TASK BRIEF:
The expected output is the line with "ring mcp: (472, 358)" followed by every remaining line of the entries, all repeated exactly.

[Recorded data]
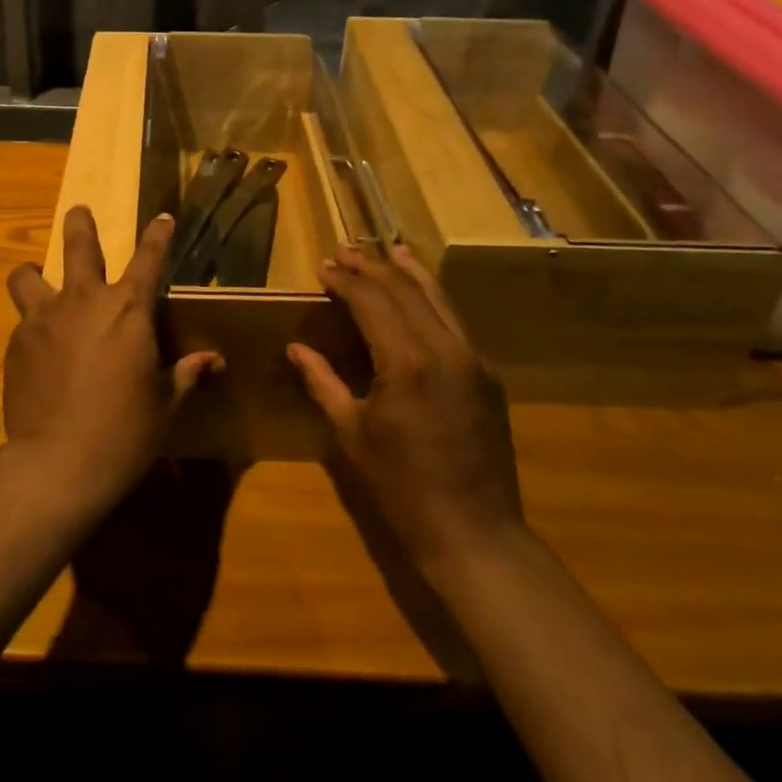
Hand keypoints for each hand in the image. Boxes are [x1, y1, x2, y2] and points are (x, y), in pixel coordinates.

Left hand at [4, 207, 218, 502]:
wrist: (58, 463)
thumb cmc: (125, 431)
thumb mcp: (166, 403)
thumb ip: (186, 373)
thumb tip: (213, 360)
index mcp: (129, 309)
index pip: (150, 258)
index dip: (159, 235)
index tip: (163, 218)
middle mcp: (84, 300)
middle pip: (78, 244)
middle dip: (80, 224)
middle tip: (79, 212)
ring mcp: (44, 318)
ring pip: (27, 276)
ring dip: (34, 273)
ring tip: (36, 279)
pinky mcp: (16, 343)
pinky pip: (23, 322)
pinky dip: (32, 326)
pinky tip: (38, 352)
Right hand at [288, 242, 522, 575]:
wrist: (475, 532)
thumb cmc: (403, 487)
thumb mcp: (352, 433)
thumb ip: (323, 382)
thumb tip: (296, 348)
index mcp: (407, 362)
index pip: (372, 300)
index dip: (346, 280)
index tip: (324, 267)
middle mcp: (444, 347)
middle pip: (405, 289)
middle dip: (372, 267)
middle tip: (345, 251)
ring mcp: (472, 358)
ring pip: (438, 297)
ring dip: (408, 272)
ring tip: (388, 249)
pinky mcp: (486, 373)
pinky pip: (454, 320)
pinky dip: (432, 298)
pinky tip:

REPLY TO THE TASK:
ring mcp: (472, 358)
ring pip: (438, 297)
ring dip: (408, 272)
ring tip: (388, 249)
pinky mcp: (486, 373)
pinky pip: (454, 320)
pinky dip: (432, 298)
pinky tip:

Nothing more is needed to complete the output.